1.3 Relationship of this recommendation to Link Layer Mechanisms

   This recommendation is for use with TCP over subnetwork technologies
   (link layers) that have already been deployed.  Subnetworks that are
   intended to carry Internet protocols, but have not been completely
   specified are the subject of a best common practices (BCP) document
   which has been developed or is under development by the Performance

   Implications of Link Characteristics WG (PILC) [PILC-WEB].  This last
   document is aimed at designers who still have the opportunity to
   reduce the number of uncorrected errors TCP will encounter.

2.0 Errors and Interactions with TCP Mechanisms

   A TCP sender adapts its use of network path capacity based on
   feedback from the TCP receiver.  As TCP is not able to distinguish
   between losses due to congestion and losses due to uncorrected
   errors, it is not able to accurately determine available path
   capacity in the presence of significant uncorrected errors.

2.1 Slow Start and Congestion Avoidance [RFC2581]
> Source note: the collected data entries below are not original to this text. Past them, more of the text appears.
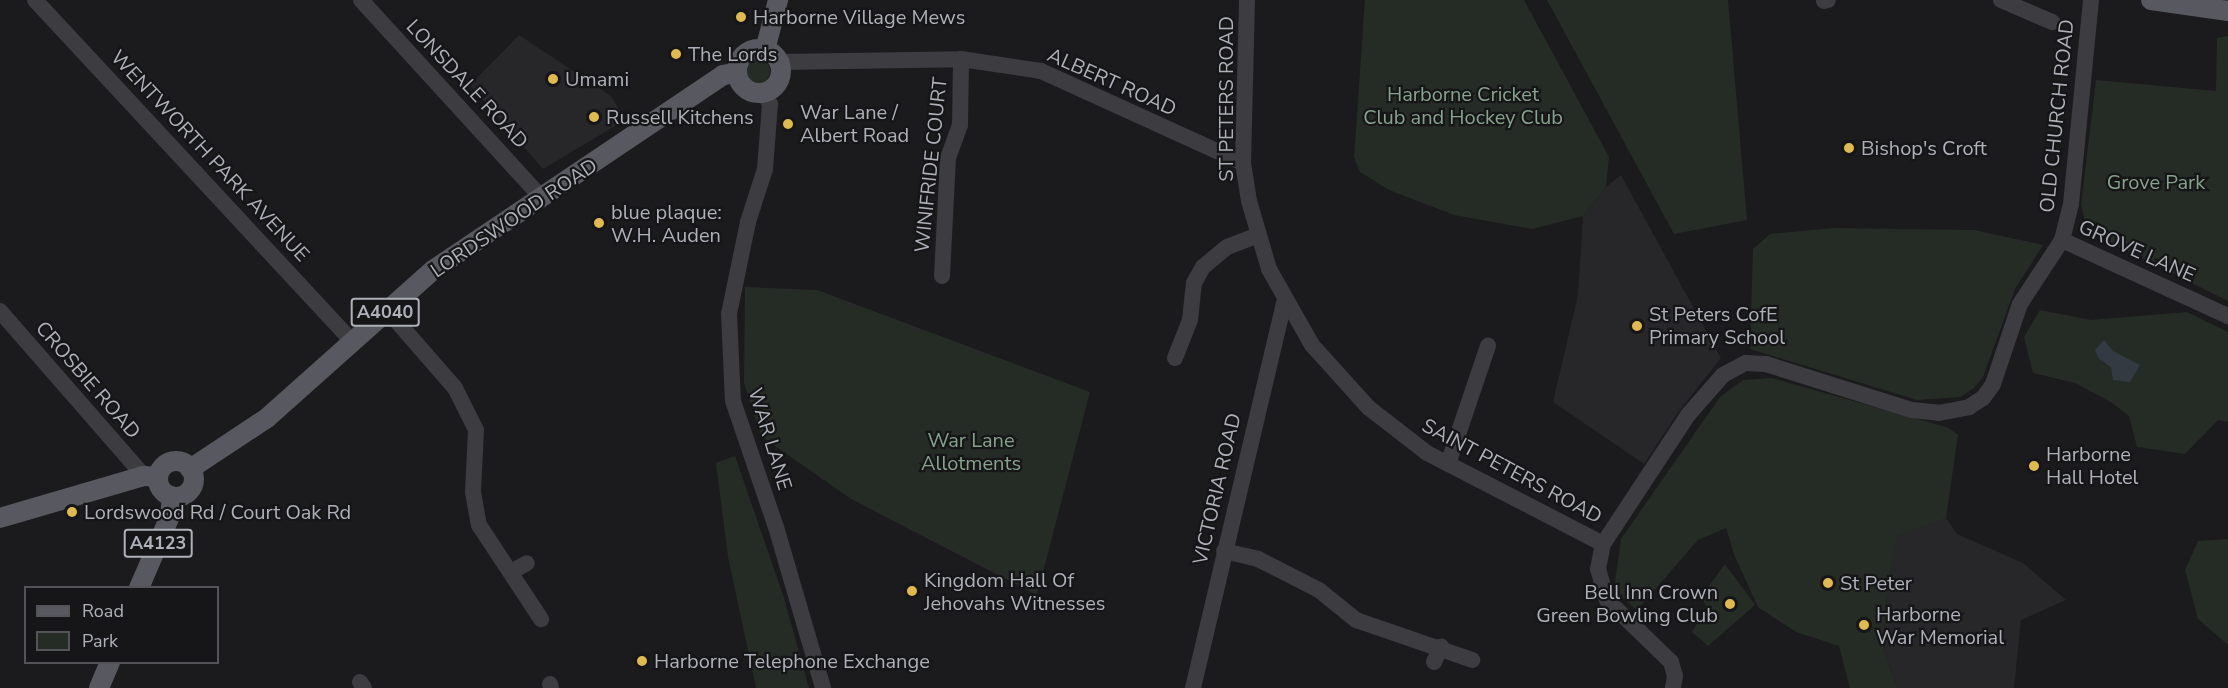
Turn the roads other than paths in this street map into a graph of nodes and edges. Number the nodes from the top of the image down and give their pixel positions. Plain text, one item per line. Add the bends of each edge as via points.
1 (36, 0) edge
2 (361, 0) edge
3 (778, 0) edge
4 (1246, 0) edge
5 (2001, 0) edge
6 (2091, 0) edge
7 (2151, 0) edge
8 (2228, 11) edge
9 (2052, 22) dead end
10 (772, 56) junction
11 (961, 58) junction
12 (736, 73) junction
13 (764, 93) junction
14 (1243, 163) junction
15 (541, 197) junction
16 (1258, 235) junction
17 (2062, 240) junction
18 (942, 276) dead end
19 (1285, 299) junction
20 (387, 310) junction
21 (0, 311) edge
22 (2228, 316) edge
23 (353, 342) junction
24 (1488, 346) dead end
25 (1175, 358) dead end
26 (1448, 464) junction
27 (190, 469) junction
28 (151, 477) junction
29 (172, 496) junction
30 (0, 518) edge
31 (1602, 544) junction
32 (1224, 551) junction
33 (526, 563) dead end
34 (511, 572) junction
35 (140, 586) edge
36 (541, 619) dead end
37 (1472, 660) dead end
38 (110, 664) edge
39 (99, 688) edge
40 (823, 688) edge
41 (1193, 688) edge
42 (1673, 688) edge

1 - 23 street, WENTWORTH PARK AVENUE
2 - 15 street, LONSDALE ROAD
3 - 10 main road
4 - 14 street, ST PETERS ROAD
5 - 9 street
6 - 17 street, OLD CHURCH ROAD via 2071,204
7 - 8 main road
10 - 11 street, ALBERT ROAD
10 - 12 main road via 745,54
10 - 13 main road via 779,81
11 - 14 street, ALBERT ROAD via 1041,71
11 - 18 street, WINIFRIDE COURT via 960,125 948,158
12 - 13 main road via 746,90
12 - 15 main road, LORDSWOOD ROAD / A4040 via 723,75
13 - 40 street, WAR LANE via 770,104 765,169 746,233 729,314 733,401 777,527
14 - 16 street, ST PETERS ROAD
15 - 20 main road, LORDSWOOD ROAD / A4040 via 433,270
16 - 19 street, ST PETERS ROAD
16 - 25 street via 1227,247 1203,267 1194,284 1190,320
17 - 22 street, GROVE LANE
17 - 31 street, OLD CHURCH ROAD via 2020,304 1993,384 1983,398 1969,407 1939,413 1912,410 1766,363 1746,363 1723,375 1688,415
19 - 26 street, SAINT PETERS ROAD via 1312,345 1370,408 1405,437
19 - 32 street, VICTORIA ROAD
20 - 23 main road, LORDSWOOD ROAD / A4040
20 - 34 street via 455,388 476,429 473,492 479,525
21 - 28 street, CROSBIE ROAD
23 - 27 main road, LORDSWOOD ROAD / A4040 via 258,425
24 - 26 street
26 - 31 street, SAINT PETERS ROAD
27 - 28 main road via 181,462 170,462
27 - 29 main road via 192,486 184,495
28 - 29 main road via 163,492
28 - 30 main road
29 - 35 main road, A4123 via 170,516
31 - 42 street, OLD CHURCH ROAD via 1598,569 1607,600 1671,662 1676,676
32 - 37 street via 1258,559 1319,590 1356,620 1438,655
32 - 41 street, VICTORIA ROAD
33 - 34 street
34 - 36 street
38 - 39 main road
   Slow Start and Congestion Avoidance [RFC2581] are essential to the
   current stability of the Internet.  These mechanisms were designed to
   accommodate networks that do not provide explicit congestion
   notification.  Although experimental mechanisms such as [RFC2481] are
   moving in the direction of explicit congestion notification, the
   effect of ECN on ECN-aware TCPs is essentially the same as the effect
   of implicit congestion notification through congestion-related loss,
   except that ECN provides this notification before packets are lost,
   and must then be retransmitted.

   TCP connections experiencing high error rates on their paths interact
   badly with Slow Start and with Congestion Avoidance, because high
   error rates make the interpretation of losses ambiguous - the sender
   cannot know whether detected losses are due to congestion or to data
   corruption.  TCP makes the "safe" choice and assumes that the losses
   are due to congestion.

      -  Whenever sending TCPs receive three out-of-order
         acknowledgement, they assume the network is mildly congested
         and invoke fast retransmit/fast recovery (described below).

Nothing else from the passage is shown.